## WHAT THE TASK REQUIRES
Quote the listing below in full and exactly as written, but omit every picture.
= = = = = = =
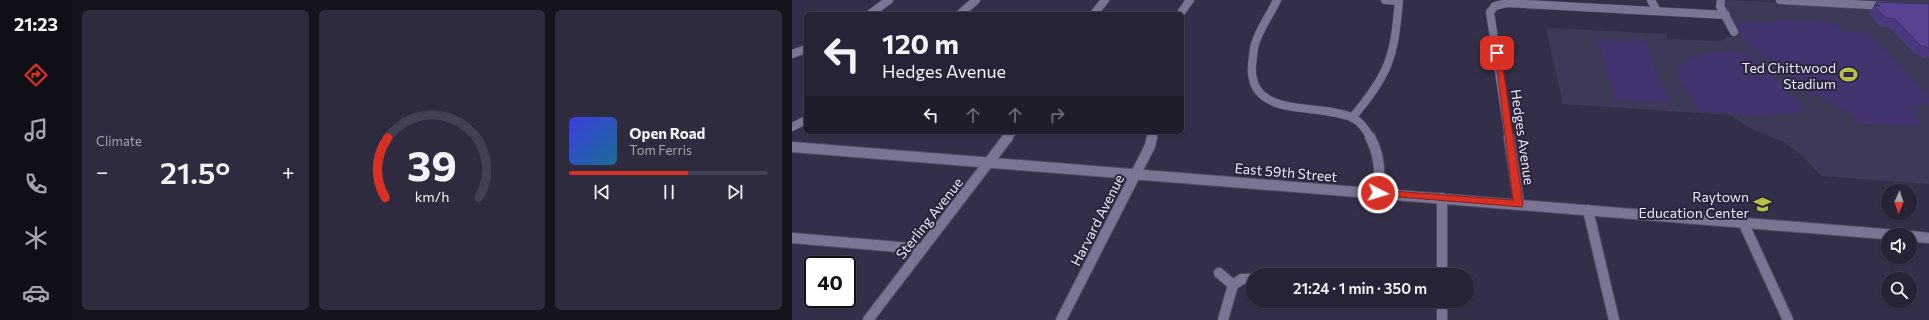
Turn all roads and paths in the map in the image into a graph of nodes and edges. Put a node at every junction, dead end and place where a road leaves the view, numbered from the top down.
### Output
1 (889, 0) edge
2 (976, 0) edge
3 (1105, 0) edge
4 (1190, 0) edge
5 (1277, 0) edge
6 (1385, 0) edge
7 (1399, 0) edge
8 (1651, 0) edge
9 (1721, 0) edge
10 (1780, 0) edge
11 (1893, 6) edge
12 (1657, 11) junction
13 (873, 12) edge
14 (962, 12) edge
15 (1096, 12) edge
16 (1181, 12) edge
17 (1726, 15) junction
18 (1734, 32) dead end
19 (804, 50) edge
20 (792, 54) edge
21 (1352, 118) junction
22 (804, 121) edge
23 (792, 127) edge
24 (1011, 134) edge
25 (1153, 134) edge
26 (792, 147) edge
27 (990, 162) junction
28 (1136, 174) junction
29 (1378, 193) junction
30 (1442, 198) junction
31 (1518, 204) junction
32 (1588, 210) junction
33 (1743, 222) junction
34 (1881, 234) edge
35 (1917, 237) edge
36 (792, 238) edge
37 (1929, 238) edge
38 (922, 249) junction
39 (1442, 268) edge
40 (1219, 273) dead end
41 (1246, 278) edge
42 (1233, 285) junction
43 (1442, 308) edge
44 (868, 320) edge
45 (1061, 320) edge
46 (1223, 320) edge
47 (1442, 320) edge
48 (1614, 320) edge
49 (1788, 320) edge

1 - 13 street
2 - 14 street
3 - 15 street
4 - 16 street
5 - 21 street
6 - 7 street
7 - 21 street
8 - 12 street
9 - 17 street
10 - 11 street
12 - 17 street
12 - 31 street, Hedges Avenue
17 - 18 street
19 - 20 street
21 - 29 street
22 - 23 street
24 - 27 street, Sterling Avenue
25 - 28 street, Harvard Avenue
26 - 27 street, East 59th Street
27 - 28 street, East 59th Street
27 - 38 street, Sterling Avenue
28 - 29 street, East 59th Street
28 - 45 street, Harvard Avenue
29 - 30 street, East 59th Street
30 - 31 street, East 59th Street
30 - 39 street
31 - 32 street, East 59th Street
32 - 33 street, East 59th Street
32 - 48 street
33 - 34 street, East 59th Street
33 - 49 street
35 - 37 street
36 - 38 street
38 - 44 street, Sterling Avenue
40 - 42 street
41 - 42 street
42 - 46 street
43 - 47 street

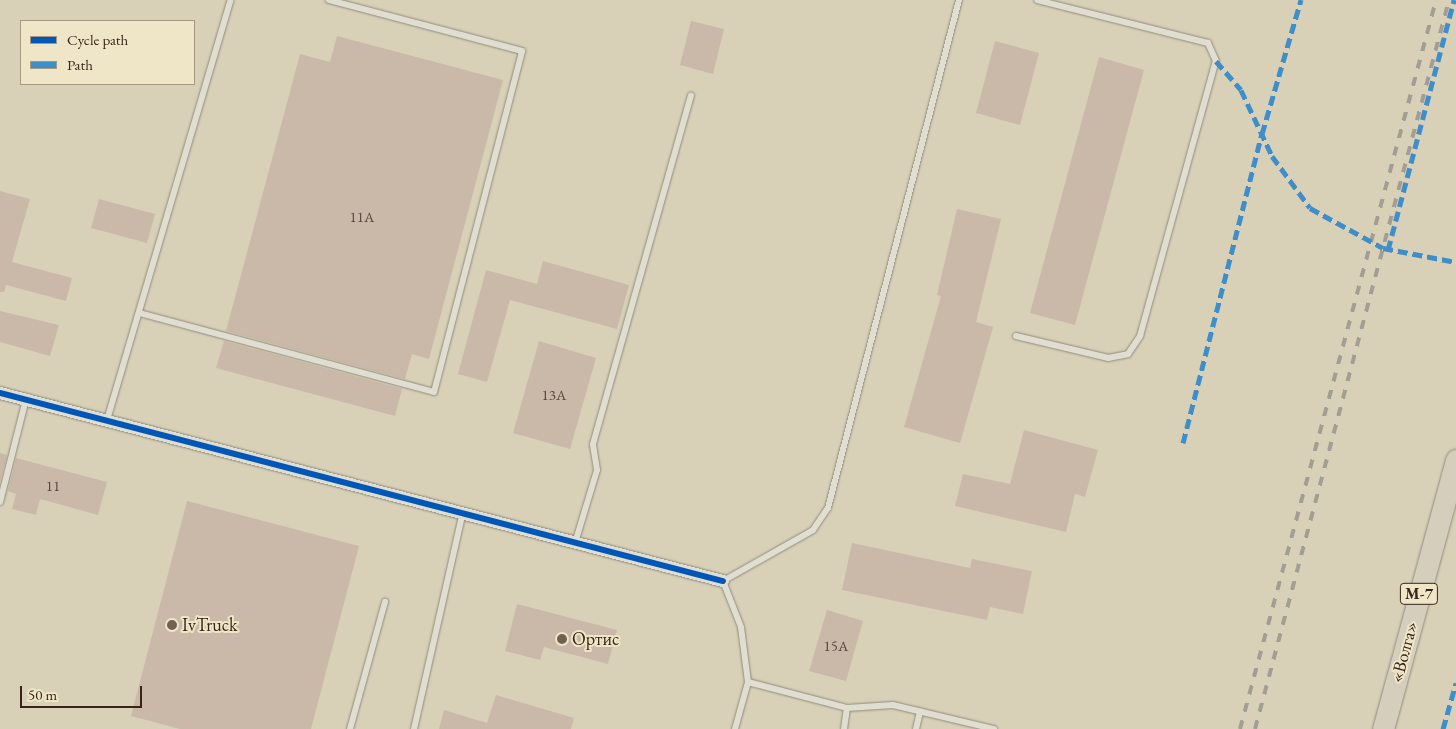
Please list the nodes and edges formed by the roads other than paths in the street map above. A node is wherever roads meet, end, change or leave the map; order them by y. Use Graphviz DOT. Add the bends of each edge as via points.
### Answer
= = = = = = =
## RESPONSE FOR THIS EXERCISE
Turn all roads and paths in the map in the image into a graph of nodes and edges. Put a node at every junction, dead end and place where a road leaves the view, numbered from the top down.
### Output
1 (889, 0) edge
2 (976, 0) edge
3 (1105, 0) edge
4 (1190, 0) edge
5 (1277, 0) edge
6 (1385, 0) edge
7 (1399, 0) edge
8 (1651, 0) edge
9 (1721, 0) edge
10 (1780, 0) edge
11 (1893, 6) edge
12 (1657, 11) junction
13 (873, 12) edge
14 (962, 12) edge
15 (1096, 12) edge
16 (1181, 12) edge
17 (1726, 15) junction
18 (1734, 32) dead end
19 (804, 50) edge
20 (792, 54) edge
21 (1352, 118) junction
22 (804, 121) edge
23 (792, 127) edge
24 (1011, 134) edge
25 (1153, 134) edge
26 (792, 147) edge
27 (990, 162) junction
28 (1136, 174) junction
29 (1378, 193) junction
30 (1442, 198) junction
31 (1518, 204) junction
32 (1588, 210) junction
33 (1743, 222) junction
34 (1881, 234) edge
35 (1917, 237) edge
36 (792, 238) edge
37 (1929, 238) edge
38 (922, 249) junction
39 (1442, 268) edge
40 (1219, 273) dead end
41 (1246, 278) edge
42 (1233, 285) junction
43 (1442, 308) edge
44 (868, 320) edge
45 (1061, 320) edge
46 (1223, 320) edge
47 (1442, 320) edge
48 (1614, 320) edge
49 (1788, 320) edge

1 - 13 street
2 - 14 street
3 - 15 street
4 - 16 street
5 - 21 street
6 - 7 street
7 - 21 street
8 - 12 street
9 - 17 street
10 - 11 street
12 - 17 street
12 - 31 street, Hedges Avenue
17 - 18 street
19 - 20 street
21 - 29 street
22 - 23 street
24 - 27 street, Sterling Avenue
25 - 28 street, Harvard Avenue
26 - 27 street, East 59th Street
27 - 28 street, East 59th Street
27 - 38 street, Sterling Avenue
28 - 29 street, East 59th Street
28 - 45 street, Harvard Avenue
29 - 30 street, East 59th Street
30 - 31 street, East 59th Street
30 - 39 street
31 - 32 street, East 59th Street
32 - 33 street, East 59th Street
32 - 48 street
33 - 34 street, East 59th Street
33 - 49 street
35 - 37 street
36 - 38 street
38 - 44 street, Sterling Avenue
40 - 42 street
41 - 42 street
42 - 46 street
43 - 47 street

Please list the nodes and edges formed by the roads other than paths in the street map above. A node is wherever roads meet, end, change or leave the map; order them by y. Use Graphviz DOT. Add the bends of each edge as via points.
### Answer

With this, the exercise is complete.